■ YOUR ASSIGNMENT:
If any record holds an image, omit the image and print the rest exactly.

*** SUPPLIED DATA Section Begins ***

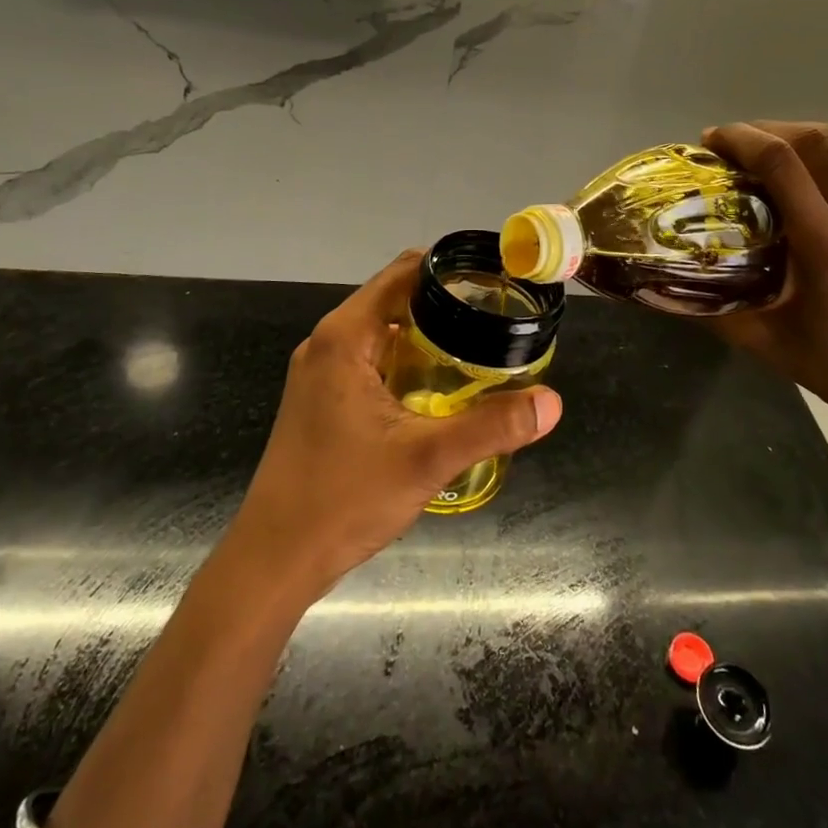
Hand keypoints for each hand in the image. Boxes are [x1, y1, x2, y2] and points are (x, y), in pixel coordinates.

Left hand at [227, 251, 562, 600]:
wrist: (275, 558)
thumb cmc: (343, 499)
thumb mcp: (426, 459)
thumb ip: (492, 427)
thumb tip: (552, 402)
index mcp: (346, 337)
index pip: (404, 273)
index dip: (451, 269)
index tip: (497, 281)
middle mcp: (329, 343)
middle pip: (395, 299)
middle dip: (447, 304)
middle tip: (499, 320)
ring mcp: (321, 372)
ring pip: (384, 332)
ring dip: (428, 336)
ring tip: (480, 350)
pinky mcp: (322, 399)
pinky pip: (372, 360)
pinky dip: (408, 362)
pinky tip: (440, 390)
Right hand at [702, 122, 827, 444]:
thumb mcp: (761, 341)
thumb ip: (710, 309)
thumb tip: (660, 286)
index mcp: (827, 248)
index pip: (783, 165)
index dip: (743, 140)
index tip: (712, 140)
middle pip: (818, 143)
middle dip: (769, 130)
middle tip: (737, 142)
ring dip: (808, 133)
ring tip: (776, 145)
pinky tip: (823, 163)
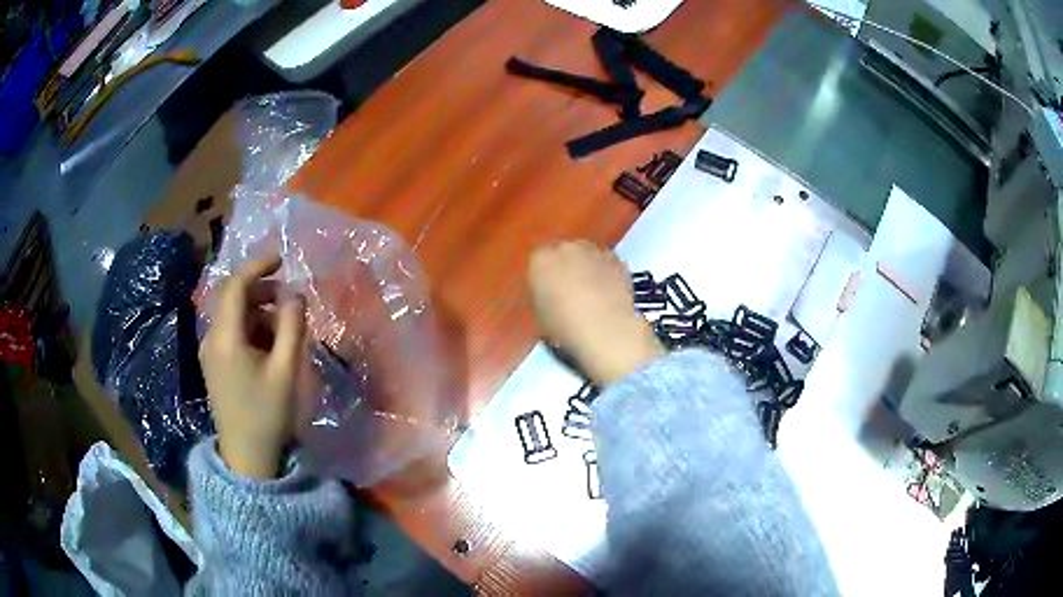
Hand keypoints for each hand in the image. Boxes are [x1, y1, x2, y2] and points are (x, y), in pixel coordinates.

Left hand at [200, 256, 305, 478]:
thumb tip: (295, 295)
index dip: (257, 266)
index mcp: (225, 338)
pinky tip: (270, 347)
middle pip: (233, 299)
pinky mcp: (214, 365)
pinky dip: (251, 330)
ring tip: (285, 329)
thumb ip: (291, 327)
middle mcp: (211, 339)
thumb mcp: (285, 370)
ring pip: (233, 317)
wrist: (247, 458)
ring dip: (259, 313)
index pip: (235, 286)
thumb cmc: (267, 415)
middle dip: (261, 291)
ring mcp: (210, 353)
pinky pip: (232, 333)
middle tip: (290, 299)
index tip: (281, 259)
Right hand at [528, 241, 664, 386]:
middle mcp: (566, 248)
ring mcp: (595, 251)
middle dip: (568, 266)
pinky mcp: (618, 260)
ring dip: (589, 267)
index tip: (549, 290)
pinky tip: (610, 292)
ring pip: (588, 254)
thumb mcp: (540, 316)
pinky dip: (608, 273)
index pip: (538, 260)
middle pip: (564, 252)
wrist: (605, 329)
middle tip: (571, 289)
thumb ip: (543, 297)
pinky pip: (608, 263)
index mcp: (540, 260)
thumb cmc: (565, 326)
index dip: (545, 275)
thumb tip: (551, 296)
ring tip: (593, 291)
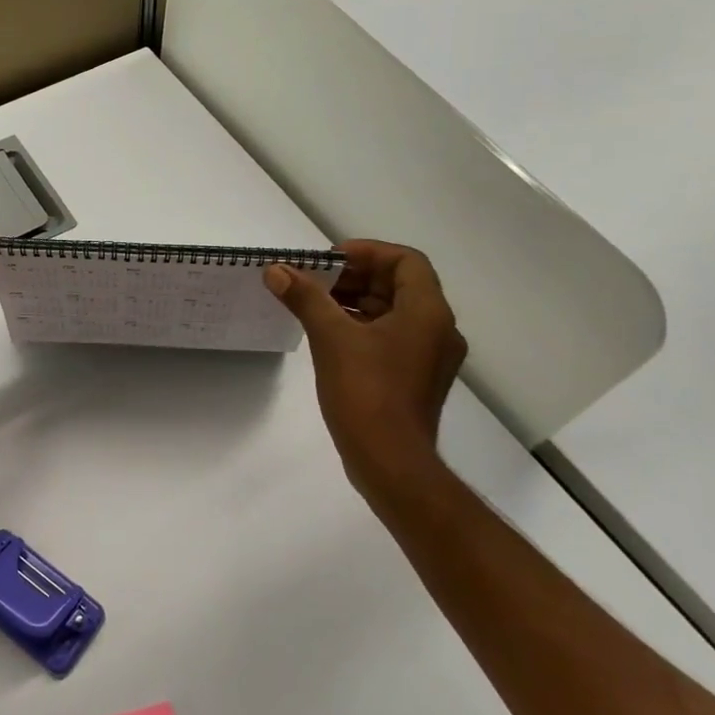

*** SUPPLIED DATA Section Ends ***

■ WRITTEN ANSWER:
Hand keypoints for each hand in the image. Boxes are [x1, y1, x2, y2] and points are (x, y), in pixel coordinates.

Left hand at [227, 251, 562, 600]:
wrist: (275, 558)
thumb cmc: (343, 499)
thumb mcp: (426, 459)
thumb ip: (492, 427)
thumb tip: (552, 402)
index mcp: (346, 337)
index pip: (404, 273)
index dip: (451, 269)
index tip: (497, 281)
middle mcp: (329, 343)
middle pip: (395, 299)
middle dip: (447, 304)
middle tip: (499, 320)
ring mcp: (321, 372)
ring pip: (384, 332)
ring dip: (428, 336)
ring tip: (480, 350)
pinky mcp: (322, 399)
pinky pip: (372, 360)
pinky dip: (408, 362)
pinky tip: (440, 390)
Right hand at [702, 122, 827, 444]:
thumb mcp: (761, 341)
thumb ip: (710, 309)
thumb tip: (660, 286)
index mcp: (827, 248)
index pip: (783, 165)
index dip: (743, 140)
index tip: (712, 140)
middle pip: (818, 143)
middle dip: (769, 130)
middle tip: (737, 142)
ring dip: (808, 133)
ring tip: (776, 145)
pinky tip: (823, 163)
Hand keypoints for each hand in the image. Boxes are [x1, y1, x2, y2] and points are (x, y), in pixel coordinates.

Left hand at [200, 256, 305, 478]:
thumb tip: (295, 295)
index dip: (257, 266)
index mcp: (225, 338)
pinky tip: (270, 347)
middle pip: (233, 299)
pinky mcp: (214, 365)
pinky dip: (251, 330)
ring tip: (285, 329)
thumb ip: (291, 327)
middle mcp: (211, 339)
thumb mcp: (285, 370)
ring pip: (233, 317)
wrist: (247, 458)
ring dip: (259, 313)
index pip: (235, 286)
thumb cmc: (267, 415)
middle dip: (261, 291)
ring mcp: (210, 353)
pinky pip: (232, 333)
middle tip: (290, 299)
index tip: (281, 259)
Right hand at [528, 241, 664, 386]:
middle mcp: (566, 248)
ring mcp: (595, 251)
middle dip: (568, 266)
pinky mcp: (618, 260)
ring dip: (589, 267)
index tip: (549, 290)
pinky tip: (610, 292)
ring pip: (588, 254)
thumb mcp: (540, 316)
pinky dip: (608, 273)
index pip: (538, 260)
middle pip: (564, 252)
wrist: (605, 329)
middle tip: (571, 289)
thumb ip: (543, 297)
pinky pip: (608, 263)
index mcp: (540, 260)
thumb cmc: (565, 326)
index dip: (545, 275)
thumb tip: (551, 296)
ring tip: (593, 291)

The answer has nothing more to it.